▶ _Data supplied_
┌──

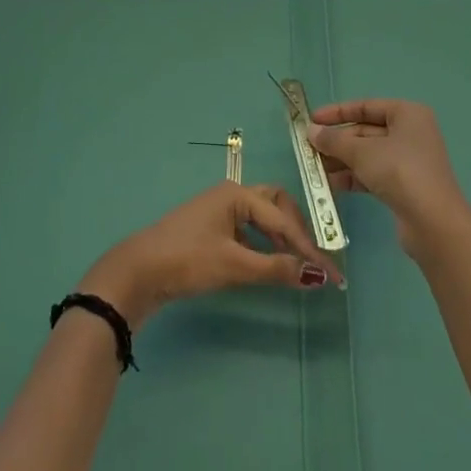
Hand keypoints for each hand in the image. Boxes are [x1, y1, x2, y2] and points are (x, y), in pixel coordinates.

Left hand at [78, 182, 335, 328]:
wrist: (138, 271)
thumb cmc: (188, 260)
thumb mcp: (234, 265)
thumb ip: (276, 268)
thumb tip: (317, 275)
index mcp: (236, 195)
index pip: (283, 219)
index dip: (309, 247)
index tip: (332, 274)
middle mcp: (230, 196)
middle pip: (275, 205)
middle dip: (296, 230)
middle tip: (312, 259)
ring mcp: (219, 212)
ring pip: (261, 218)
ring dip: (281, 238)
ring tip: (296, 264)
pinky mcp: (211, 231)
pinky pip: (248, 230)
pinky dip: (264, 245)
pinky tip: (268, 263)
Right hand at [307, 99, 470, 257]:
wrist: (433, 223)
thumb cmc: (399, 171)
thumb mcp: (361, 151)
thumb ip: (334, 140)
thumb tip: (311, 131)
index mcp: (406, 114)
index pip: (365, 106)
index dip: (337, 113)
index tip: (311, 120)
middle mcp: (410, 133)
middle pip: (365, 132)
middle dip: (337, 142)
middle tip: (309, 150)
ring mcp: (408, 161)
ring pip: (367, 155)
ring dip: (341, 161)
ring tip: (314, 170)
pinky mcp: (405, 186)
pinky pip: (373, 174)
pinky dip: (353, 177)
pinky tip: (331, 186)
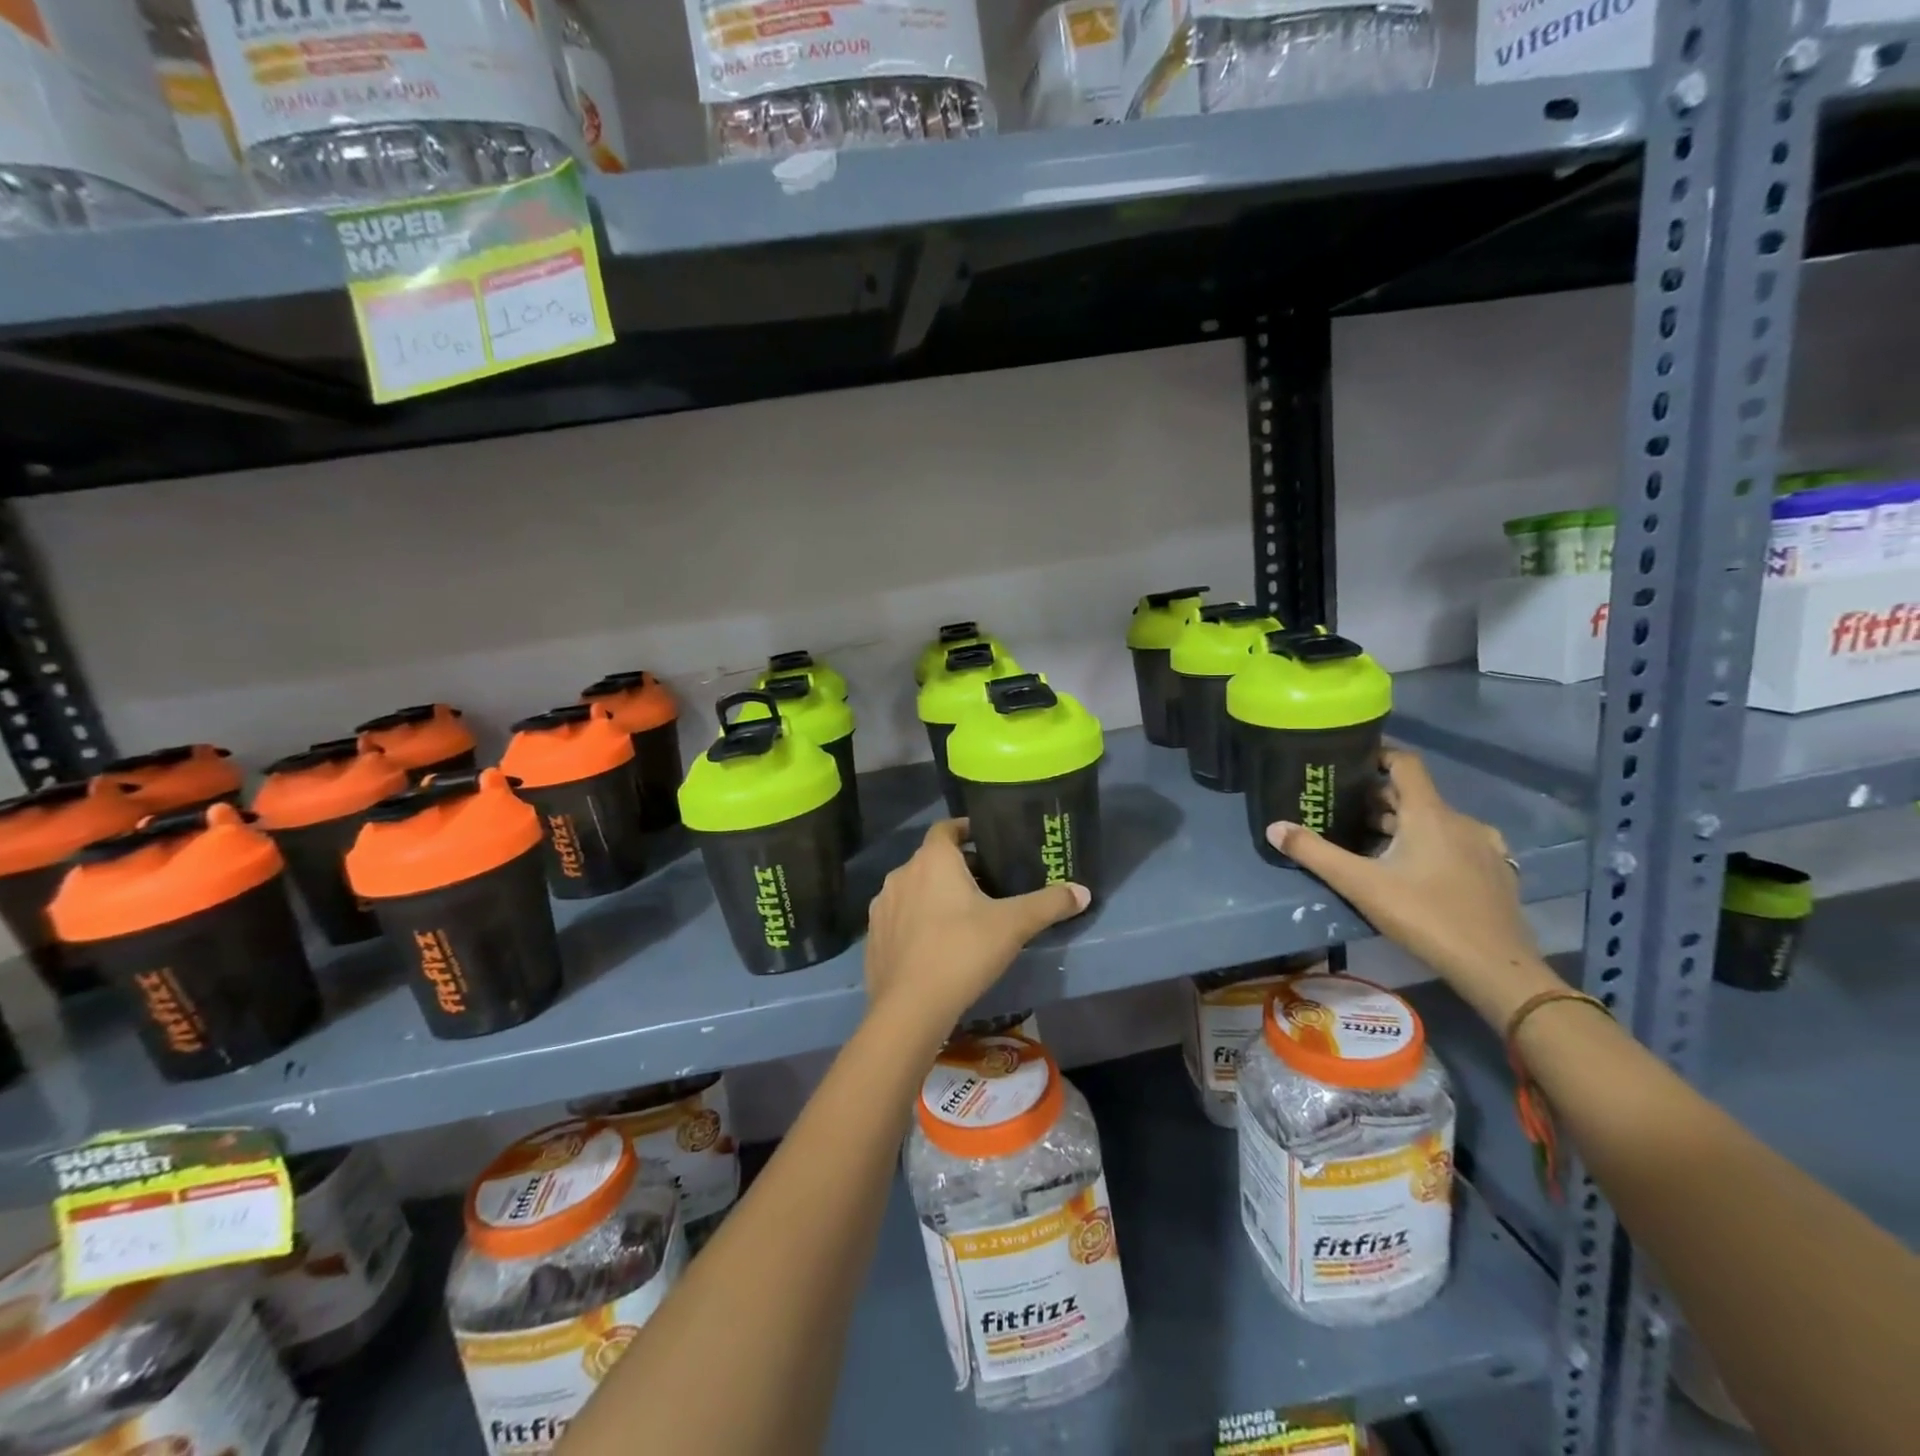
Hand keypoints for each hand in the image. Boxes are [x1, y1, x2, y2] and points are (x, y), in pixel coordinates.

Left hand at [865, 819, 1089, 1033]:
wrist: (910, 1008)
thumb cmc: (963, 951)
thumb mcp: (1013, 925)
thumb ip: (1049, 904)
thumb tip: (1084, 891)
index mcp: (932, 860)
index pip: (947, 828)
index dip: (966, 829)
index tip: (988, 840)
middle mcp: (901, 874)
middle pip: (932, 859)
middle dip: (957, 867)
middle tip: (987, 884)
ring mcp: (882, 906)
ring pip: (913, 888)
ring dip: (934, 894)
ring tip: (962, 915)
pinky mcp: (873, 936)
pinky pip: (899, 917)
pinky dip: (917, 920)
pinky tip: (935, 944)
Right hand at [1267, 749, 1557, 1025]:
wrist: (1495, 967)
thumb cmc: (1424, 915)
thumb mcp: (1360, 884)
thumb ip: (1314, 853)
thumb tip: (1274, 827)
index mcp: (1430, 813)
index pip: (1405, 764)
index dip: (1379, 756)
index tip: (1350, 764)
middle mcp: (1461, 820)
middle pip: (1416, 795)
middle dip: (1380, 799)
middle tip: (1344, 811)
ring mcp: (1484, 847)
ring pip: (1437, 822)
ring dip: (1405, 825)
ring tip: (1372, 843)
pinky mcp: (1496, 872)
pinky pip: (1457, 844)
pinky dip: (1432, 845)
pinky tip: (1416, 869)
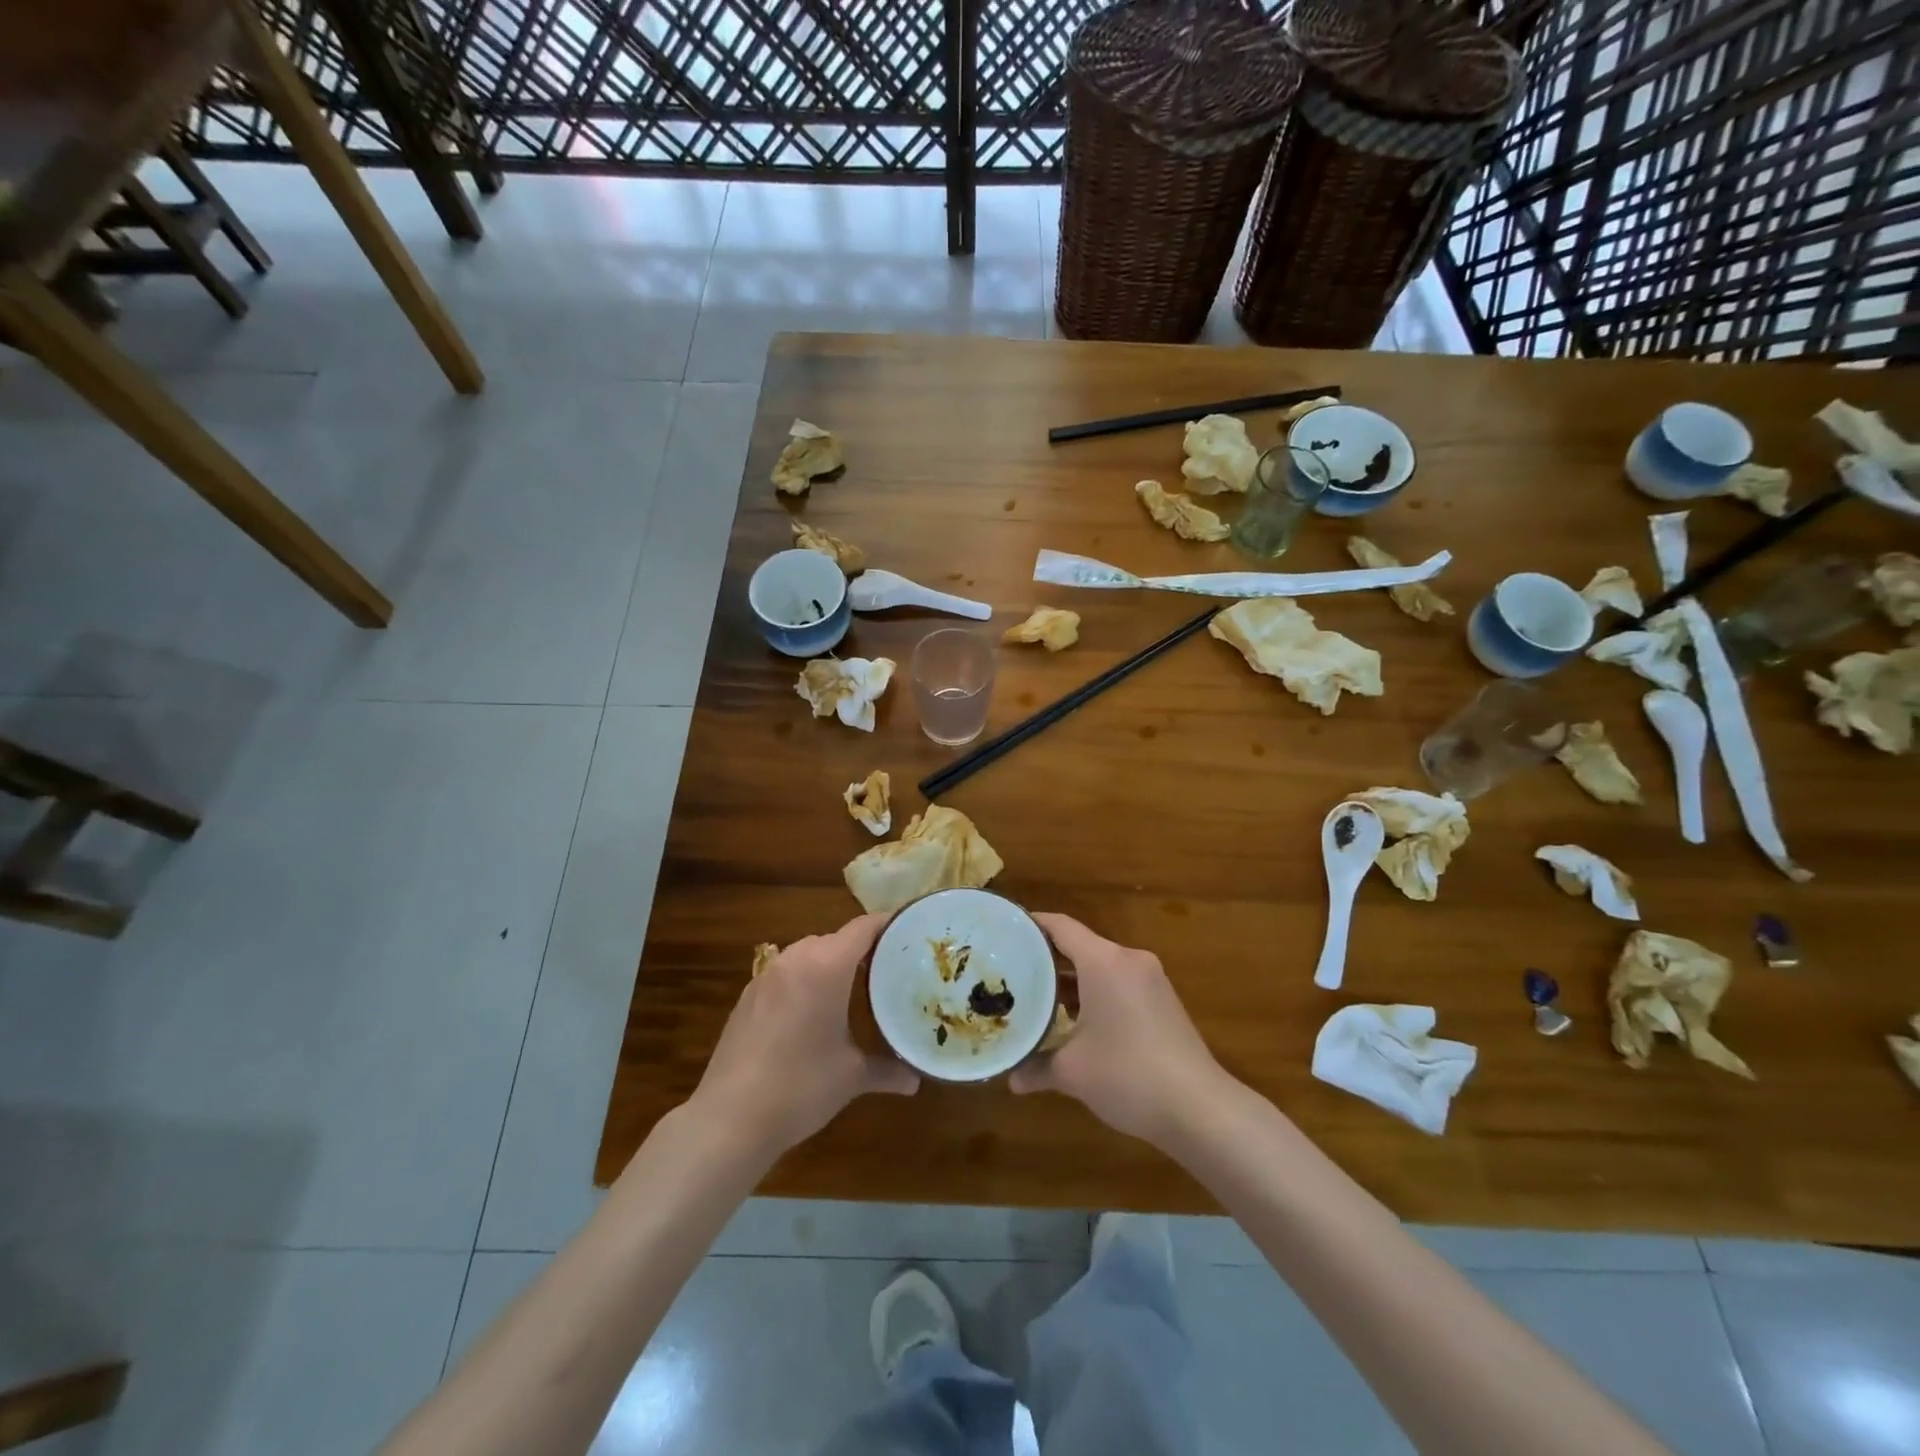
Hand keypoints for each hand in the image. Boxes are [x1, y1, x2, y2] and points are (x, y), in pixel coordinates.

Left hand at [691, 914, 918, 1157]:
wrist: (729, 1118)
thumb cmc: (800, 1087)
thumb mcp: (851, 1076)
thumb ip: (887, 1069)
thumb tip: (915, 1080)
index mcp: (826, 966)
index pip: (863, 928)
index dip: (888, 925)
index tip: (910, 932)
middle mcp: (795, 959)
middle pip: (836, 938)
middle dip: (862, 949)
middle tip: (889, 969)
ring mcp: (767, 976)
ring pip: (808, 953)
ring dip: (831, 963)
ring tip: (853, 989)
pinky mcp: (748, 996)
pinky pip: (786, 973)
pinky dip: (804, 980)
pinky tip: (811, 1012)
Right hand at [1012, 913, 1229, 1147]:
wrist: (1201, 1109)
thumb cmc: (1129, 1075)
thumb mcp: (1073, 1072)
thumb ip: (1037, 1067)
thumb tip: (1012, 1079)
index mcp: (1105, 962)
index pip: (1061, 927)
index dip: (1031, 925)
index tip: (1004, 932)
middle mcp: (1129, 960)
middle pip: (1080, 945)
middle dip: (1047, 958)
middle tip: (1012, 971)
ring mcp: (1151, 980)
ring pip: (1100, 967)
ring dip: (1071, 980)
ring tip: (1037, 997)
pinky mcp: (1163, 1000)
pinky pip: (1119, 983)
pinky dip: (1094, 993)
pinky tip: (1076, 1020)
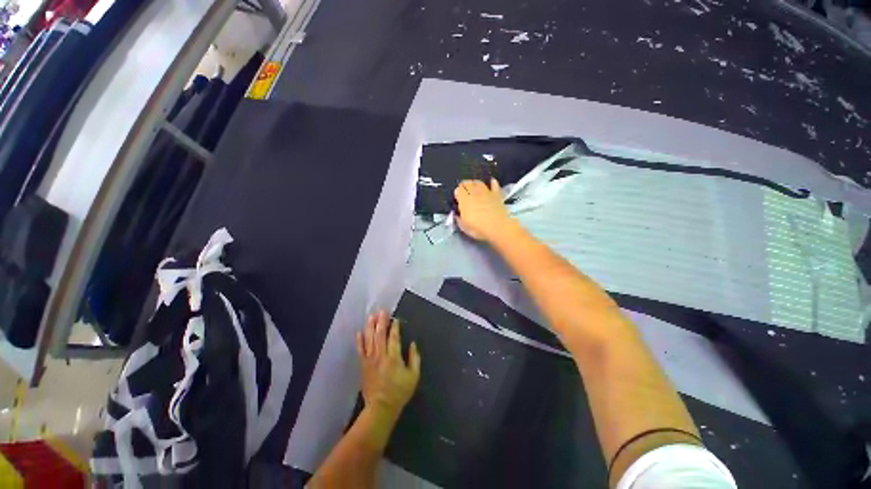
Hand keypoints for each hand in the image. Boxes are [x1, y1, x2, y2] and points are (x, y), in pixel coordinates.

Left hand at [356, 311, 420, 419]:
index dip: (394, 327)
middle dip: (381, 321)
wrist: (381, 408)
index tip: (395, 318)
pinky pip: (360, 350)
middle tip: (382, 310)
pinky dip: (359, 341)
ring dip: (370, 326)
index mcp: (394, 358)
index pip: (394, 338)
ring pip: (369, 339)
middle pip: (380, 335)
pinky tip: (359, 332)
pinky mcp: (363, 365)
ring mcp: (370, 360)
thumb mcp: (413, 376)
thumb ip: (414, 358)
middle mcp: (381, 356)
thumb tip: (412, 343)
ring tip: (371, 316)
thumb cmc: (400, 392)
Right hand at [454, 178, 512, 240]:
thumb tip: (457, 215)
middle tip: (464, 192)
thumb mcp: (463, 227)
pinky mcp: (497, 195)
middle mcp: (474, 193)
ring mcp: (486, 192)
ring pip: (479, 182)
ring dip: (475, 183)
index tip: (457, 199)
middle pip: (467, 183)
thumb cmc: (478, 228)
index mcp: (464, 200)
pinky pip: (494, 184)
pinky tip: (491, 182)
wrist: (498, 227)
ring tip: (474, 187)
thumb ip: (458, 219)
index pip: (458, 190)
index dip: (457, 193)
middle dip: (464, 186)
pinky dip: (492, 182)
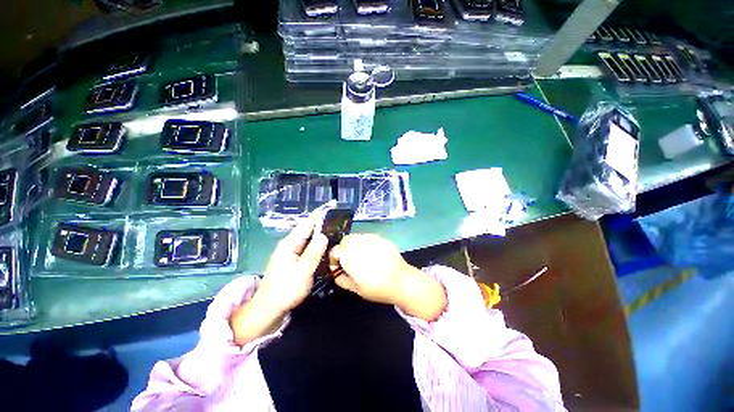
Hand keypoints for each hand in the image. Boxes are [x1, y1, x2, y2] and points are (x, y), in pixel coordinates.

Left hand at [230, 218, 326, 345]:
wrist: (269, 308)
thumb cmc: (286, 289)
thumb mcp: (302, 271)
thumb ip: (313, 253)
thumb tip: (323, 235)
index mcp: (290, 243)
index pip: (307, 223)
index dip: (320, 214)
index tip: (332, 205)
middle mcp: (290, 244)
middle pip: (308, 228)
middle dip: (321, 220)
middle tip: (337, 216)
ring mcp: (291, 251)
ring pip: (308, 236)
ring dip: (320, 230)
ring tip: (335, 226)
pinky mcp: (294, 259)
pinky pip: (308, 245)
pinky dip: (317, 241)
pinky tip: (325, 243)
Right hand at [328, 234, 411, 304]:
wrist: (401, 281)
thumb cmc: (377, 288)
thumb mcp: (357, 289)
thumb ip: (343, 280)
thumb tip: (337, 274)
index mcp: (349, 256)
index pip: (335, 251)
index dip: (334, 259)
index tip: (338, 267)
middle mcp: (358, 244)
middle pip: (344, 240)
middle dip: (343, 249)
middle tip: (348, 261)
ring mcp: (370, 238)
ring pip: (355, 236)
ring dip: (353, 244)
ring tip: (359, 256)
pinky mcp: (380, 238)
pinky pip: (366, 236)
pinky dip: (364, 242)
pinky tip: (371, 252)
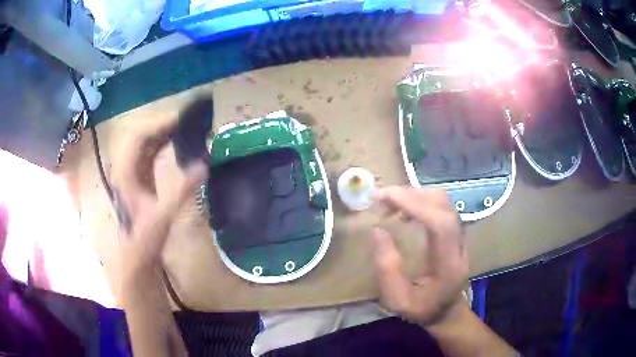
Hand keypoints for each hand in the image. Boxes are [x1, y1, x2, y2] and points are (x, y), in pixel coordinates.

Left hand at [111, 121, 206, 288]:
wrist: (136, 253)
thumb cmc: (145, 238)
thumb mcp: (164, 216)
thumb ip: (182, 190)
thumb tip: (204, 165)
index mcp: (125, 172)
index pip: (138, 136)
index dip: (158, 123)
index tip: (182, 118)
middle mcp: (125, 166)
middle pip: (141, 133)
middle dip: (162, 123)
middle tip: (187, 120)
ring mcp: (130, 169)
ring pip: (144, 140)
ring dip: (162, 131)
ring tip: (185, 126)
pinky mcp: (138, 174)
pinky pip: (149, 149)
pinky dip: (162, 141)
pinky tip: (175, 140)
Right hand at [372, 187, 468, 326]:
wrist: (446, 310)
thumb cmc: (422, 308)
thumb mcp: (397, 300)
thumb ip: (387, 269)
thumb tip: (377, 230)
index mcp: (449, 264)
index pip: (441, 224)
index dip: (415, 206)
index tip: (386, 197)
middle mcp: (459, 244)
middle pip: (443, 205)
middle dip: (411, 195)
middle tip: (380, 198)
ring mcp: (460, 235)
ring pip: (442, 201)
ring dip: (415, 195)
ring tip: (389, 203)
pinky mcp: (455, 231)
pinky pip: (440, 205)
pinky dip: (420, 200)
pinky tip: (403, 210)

└──

▶ _The task_
The stretch above running from the line with "pinky dip: (917, 920)" through the line with "pinky pip: (786, 973)" is all you should copy, exactly, leaving out the pictures.

▶ _Problem solution_
pinky dip: (917, 920)
pinky tip: (935, 944)
Right hand at [1267, 749, 1557, 1025]:
wrist: (1495, 967)
thumb cmc: (1424, 915)
thumb mcp: (1360, 884)
thumb ip: (1314, 853)
thumb tip: (1274, 827)
index mcp: (1430, 813)
index pip: (1405, 764)
index dip: (1379, 756)
index tip: (1350, 764)
middle mcp: (1461, 820)
middle pip: (1416, 795)
middle dip: (1380, 799)
middle tip: (1344, 811)
ring mcp: (1484, 847)
ring pip: (1437, 822)
ring dip: (1405, 825)
ring tip: (1372, 843)
pinky mcp: (1496, 872)
pinky pip: (1457, 844)
pinky dip: (1432, 845)
pinky tip: (1416, 869)
Hand keypoints for each hand in the image. Boxes are [x1, y1, x2, y2] and points are (x, y), in pixel coordinates.

Left hand at [691, 914, 918, 1157]:
wrist: (729, 1118)
thumb cmc: (800, 1087)
thumb mcp: (851, 1076)
thumb ip: (887, 1069)
thumb tip: (915, 1080)
index mcp: (826, 966)
index pip: (863, 928)
index dip: (888, 925)
index tip: (910, 932)
middle mcp: (795, 959)
middle pip: (836, 938)
middle dip: (862, 949)
middle tip: (889, 969)
ring mcp: (767, 976)
ring pip: (808, 953)
ring dip: (831, 963)
ring tip: (853, 989)
pinky mcp: (748, 996)
pinky pip: (786, 973)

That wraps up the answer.